I don’t know where this story came from but that…probably from one of my cousins. I’m positive; yeah, someone told me this story of oh, well, if you go in a indoor pool, those things that clean…you know, don’t…you could just…they made you extra-concerned about being…and I said wait a second, the filters…even back then, the outdoor pools; it was way on the bottom, anything that was sucking in water. But that was constantly a thing, of oh, one of my friends, they got too close to one of those jets. So, I had that in my mind. Again, I was the person I was today back then even, and so, I couldn’t…I was like, absolutely I’m not getting in this pool. It’s not a good idea. I remember at some point they had…back then they had something made of foam that was a bit like a stroller for the pool, and I think I was in that for a while, and then I think I put on Swimmies and was in the pool.
Eventually I think I kind of got over it but in the back of my mind I’m like, I’m gonna be part of this pool. They’re gonna have to come drain the pool because I’ll be suctioned to the side. That was the thing; you’d just be stuck to the side of the pool and I said I don’t want that. But it wasn’t balanced like you’d describe in a sleep podcast like I’m doing now. It was like, constantly like that’s it; that’s gonna be it. It’s just interesting ‘cause I still deal with this stuff today. So, I love that little kid there that was still thinking about that. [00:50:00] So, that’s…those are the…some of my neighbors and there was a set of…there was a couple parks nearby. Not like playground parks; like public parks like you’d go hiking.

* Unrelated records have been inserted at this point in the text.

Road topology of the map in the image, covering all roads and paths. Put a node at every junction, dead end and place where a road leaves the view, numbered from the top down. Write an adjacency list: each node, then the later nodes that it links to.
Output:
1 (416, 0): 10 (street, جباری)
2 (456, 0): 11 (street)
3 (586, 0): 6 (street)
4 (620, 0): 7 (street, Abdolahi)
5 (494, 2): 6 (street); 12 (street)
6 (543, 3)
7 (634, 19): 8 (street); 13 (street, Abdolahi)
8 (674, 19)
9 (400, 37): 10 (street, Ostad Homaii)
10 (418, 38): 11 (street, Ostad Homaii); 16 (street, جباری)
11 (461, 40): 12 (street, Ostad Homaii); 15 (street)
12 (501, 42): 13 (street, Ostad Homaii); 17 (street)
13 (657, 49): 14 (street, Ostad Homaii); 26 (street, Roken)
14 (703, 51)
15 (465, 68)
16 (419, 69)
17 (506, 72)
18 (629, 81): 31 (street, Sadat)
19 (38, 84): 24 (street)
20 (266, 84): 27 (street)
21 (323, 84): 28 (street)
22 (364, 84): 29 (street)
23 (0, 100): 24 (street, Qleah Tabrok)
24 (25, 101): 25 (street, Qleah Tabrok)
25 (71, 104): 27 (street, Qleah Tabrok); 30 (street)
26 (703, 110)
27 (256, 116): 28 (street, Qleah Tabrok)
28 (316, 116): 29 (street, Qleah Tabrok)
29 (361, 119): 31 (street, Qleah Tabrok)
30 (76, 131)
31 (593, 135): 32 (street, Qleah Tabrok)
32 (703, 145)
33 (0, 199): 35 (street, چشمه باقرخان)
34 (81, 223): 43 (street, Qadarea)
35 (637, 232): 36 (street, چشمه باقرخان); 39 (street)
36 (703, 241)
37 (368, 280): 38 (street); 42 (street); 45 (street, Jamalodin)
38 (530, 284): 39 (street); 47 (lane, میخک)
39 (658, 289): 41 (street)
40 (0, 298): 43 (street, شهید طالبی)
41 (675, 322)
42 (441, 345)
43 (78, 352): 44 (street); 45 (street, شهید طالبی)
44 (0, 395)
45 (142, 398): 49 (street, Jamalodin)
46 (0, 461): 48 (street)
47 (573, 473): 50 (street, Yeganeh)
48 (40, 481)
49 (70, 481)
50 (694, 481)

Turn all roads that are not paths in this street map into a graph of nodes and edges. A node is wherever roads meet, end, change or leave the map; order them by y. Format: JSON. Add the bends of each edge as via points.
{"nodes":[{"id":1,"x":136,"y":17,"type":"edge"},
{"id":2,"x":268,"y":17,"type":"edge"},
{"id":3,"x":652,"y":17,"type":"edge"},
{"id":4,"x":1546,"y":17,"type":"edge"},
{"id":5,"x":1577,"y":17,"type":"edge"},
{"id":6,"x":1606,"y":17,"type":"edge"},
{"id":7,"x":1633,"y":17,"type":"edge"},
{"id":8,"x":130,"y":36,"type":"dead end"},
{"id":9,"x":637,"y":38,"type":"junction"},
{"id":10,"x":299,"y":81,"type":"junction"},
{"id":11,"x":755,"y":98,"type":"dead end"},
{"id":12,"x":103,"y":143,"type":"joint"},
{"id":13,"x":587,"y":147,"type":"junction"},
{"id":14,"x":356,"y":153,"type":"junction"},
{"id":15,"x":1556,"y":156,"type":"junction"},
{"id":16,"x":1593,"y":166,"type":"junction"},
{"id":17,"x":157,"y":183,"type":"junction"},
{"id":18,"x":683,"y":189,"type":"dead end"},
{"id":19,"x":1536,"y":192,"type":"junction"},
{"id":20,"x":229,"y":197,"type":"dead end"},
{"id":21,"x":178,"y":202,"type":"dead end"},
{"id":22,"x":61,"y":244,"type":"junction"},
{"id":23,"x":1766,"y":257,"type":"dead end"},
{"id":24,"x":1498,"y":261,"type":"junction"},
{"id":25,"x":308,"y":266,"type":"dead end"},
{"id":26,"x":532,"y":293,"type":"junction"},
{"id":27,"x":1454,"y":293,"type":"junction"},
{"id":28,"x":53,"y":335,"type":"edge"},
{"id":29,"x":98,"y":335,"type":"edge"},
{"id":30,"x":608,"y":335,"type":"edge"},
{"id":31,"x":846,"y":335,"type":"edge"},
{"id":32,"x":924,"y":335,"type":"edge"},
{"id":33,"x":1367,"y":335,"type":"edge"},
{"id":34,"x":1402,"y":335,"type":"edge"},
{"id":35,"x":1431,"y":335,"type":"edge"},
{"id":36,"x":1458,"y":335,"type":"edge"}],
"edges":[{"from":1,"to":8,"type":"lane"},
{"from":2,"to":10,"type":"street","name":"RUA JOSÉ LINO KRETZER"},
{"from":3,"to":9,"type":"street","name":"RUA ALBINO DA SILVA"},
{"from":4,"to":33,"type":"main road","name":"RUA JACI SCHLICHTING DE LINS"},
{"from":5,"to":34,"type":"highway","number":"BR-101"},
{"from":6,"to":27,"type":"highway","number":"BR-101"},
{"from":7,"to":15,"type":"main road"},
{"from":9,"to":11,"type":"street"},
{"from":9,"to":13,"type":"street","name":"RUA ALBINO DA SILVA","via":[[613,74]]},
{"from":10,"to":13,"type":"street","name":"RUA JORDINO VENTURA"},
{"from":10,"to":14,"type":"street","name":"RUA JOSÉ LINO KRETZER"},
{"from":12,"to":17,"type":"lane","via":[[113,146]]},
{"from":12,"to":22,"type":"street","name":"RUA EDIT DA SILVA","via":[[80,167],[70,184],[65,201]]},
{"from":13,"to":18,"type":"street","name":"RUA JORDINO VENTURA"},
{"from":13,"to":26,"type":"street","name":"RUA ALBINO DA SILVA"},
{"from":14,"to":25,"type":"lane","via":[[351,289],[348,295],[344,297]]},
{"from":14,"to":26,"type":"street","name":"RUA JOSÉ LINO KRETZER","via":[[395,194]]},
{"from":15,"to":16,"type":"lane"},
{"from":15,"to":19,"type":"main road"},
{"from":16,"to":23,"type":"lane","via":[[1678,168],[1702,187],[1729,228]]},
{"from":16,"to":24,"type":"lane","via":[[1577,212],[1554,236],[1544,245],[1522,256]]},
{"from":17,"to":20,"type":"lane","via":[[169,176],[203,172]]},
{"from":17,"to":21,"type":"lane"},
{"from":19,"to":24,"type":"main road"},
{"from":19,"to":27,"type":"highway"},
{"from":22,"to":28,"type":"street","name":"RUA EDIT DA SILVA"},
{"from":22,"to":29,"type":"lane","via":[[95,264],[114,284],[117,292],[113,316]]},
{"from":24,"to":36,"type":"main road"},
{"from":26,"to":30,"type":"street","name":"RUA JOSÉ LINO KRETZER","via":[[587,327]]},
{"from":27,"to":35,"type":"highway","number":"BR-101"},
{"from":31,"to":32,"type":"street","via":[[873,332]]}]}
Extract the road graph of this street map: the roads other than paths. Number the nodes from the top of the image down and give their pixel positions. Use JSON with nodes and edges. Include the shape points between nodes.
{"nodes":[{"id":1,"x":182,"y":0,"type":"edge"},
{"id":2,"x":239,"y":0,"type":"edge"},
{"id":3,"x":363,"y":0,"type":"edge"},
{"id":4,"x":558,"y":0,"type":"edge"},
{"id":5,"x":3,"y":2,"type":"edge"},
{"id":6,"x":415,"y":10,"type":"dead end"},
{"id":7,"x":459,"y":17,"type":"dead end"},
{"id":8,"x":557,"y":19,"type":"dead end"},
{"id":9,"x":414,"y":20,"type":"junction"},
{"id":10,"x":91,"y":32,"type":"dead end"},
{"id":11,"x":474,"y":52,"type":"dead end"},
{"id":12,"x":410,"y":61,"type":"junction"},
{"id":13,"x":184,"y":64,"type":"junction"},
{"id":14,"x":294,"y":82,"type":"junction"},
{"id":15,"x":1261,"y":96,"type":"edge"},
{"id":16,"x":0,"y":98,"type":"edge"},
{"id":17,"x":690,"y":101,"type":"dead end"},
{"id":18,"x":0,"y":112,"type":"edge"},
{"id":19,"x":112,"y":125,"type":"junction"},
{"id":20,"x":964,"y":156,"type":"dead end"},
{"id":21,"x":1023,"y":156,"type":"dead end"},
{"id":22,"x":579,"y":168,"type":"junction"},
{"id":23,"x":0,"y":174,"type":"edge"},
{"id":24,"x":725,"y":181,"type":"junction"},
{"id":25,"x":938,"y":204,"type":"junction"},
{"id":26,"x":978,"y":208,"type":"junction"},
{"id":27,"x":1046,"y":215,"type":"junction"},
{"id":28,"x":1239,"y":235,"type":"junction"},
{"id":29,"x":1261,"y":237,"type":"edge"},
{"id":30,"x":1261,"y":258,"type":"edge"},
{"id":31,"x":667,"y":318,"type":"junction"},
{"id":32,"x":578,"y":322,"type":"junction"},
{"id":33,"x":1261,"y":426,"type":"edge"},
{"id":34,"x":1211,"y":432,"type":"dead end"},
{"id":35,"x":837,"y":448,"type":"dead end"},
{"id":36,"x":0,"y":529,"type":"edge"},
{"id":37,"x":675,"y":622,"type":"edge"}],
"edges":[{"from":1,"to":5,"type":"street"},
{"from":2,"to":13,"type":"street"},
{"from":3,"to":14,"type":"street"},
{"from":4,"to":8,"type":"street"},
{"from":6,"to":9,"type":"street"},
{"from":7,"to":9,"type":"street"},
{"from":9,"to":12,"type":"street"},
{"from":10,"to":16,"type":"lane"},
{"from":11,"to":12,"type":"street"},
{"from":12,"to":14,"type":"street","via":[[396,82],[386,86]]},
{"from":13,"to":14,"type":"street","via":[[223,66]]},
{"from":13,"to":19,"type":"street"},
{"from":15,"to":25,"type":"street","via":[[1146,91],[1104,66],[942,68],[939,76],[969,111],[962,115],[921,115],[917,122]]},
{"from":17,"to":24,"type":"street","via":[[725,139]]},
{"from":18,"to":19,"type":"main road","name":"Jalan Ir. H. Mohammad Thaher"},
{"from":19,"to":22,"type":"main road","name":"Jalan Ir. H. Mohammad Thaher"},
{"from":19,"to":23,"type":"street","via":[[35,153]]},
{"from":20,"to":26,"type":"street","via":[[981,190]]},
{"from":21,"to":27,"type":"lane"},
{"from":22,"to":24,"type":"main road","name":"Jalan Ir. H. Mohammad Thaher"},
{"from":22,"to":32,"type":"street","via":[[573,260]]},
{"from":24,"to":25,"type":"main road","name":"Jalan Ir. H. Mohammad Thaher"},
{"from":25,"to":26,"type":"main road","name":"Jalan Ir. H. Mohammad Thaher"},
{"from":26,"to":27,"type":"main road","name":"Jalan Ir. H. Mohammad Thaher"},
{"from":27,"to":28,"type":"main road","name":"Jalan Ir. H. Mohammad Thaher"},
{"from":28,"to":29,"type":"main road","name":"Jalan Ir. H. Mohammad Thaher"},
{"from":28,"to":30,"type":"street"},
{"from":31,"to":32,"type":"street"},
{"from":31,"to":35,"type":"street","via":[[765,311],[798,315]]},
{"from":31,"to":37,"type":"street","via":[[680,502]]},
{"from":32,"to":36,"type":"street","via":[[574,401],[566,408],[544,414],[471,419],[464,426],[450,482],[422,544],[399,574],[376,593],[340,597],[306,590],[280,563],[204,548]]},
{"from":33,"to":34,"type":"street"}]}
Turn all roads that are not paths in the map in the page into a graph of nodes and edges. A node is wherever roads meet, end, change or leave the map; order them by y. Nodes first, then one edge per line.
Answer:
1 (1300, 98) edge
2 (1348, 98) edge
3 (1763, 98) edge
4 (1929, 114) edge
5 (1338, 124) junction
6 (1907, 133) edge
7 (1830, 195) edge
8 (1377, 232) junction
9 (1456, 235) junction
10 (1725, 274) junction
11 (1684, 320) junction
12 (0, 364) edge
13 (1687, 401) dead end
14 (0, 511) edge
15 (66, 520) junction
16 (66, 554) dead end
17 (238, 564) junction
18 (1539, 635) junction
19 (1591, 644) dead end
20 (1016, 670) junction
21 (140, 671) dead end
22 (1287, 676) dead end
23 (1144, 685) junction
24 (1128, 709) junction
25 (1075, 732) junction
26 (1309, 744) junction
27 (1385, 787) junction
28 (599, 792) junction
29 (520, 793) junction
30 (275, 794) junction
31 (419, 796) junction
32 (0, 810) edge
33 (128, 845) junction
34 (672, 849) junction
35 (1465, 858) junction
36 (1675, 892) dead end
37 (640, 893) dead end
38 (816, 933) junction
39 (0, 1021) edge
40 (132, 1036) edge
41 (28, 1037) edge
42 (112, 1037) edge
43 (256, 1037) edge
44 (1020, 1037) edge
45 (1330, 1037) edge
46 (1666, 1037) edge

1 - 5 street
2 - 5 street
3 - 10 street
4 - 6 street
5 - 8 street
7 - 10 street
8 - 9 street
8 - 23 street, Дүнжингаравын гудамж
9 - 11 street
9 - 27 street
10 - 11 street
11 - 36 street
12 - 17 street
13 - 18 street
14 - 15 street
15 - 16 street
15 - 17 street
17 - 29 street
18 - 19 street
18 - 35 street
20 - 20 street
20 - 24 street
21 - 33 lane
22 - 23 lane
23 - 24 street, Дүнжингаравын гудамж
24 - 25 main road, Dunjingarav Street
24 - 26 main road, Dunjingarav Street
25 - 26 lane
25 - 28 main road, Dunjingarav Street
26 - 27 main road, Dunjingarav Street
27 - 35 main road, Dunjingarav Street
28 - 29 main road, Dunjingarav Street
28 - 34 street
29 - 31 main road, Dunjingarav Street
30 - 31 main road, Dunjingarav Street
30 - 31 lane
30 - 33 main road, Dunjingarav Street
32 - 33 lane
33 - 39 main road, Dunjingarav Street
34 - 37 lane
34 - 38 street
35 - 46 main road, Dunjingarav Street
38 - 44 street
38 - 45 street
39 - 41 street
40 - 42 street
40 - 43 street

I tried to get my…I drove to one of them when I was with my daughter and my parents because I wanted to go hiking, but this was like…they were like, literally like okay, well, you could look around for a few minutes but it’s getting…and I said okay, okay, I got it. But so, this house we lived in, we don’t really remember a lot about it. There was just a few things I do remember and we’ll go through those and eventually get to the big part, right? Like, the spring, my own private spring. So, it was a smaller house that eventually, once you had…I don’t even know what the layout of the house was other than it had a driveway and a garage and it had a door, obviously, to get in. I think when you came in, you were right in the family living room. There was only one general-use room. Or actually there was two, I guess.
But that was the main one and then there was the kitchen and then if you were in the kitchen, to the left was the porch or the back porch. It was like a…so, it was a…it wasn’t a indoor room. I don’t know if it was heated in the winter. That’s what I mean, but maybe it was. But it had a screen and it had those windows that you could roll down and roll up, a bit like shutters. That’s all kind of like a 70s, 80s thing, and screens, and probably cement flooring. A couple things; I remember being in that room and I had…I’m going right into Rocking-Horse Winner territory but I’m not kidding. I didn’t predict any winners and I didn’t have a rocking horse. Back then, there was this thing…talk about an amazing toy that probably you can never have again, but so, I had this horse. I think they called it a bouncy horse.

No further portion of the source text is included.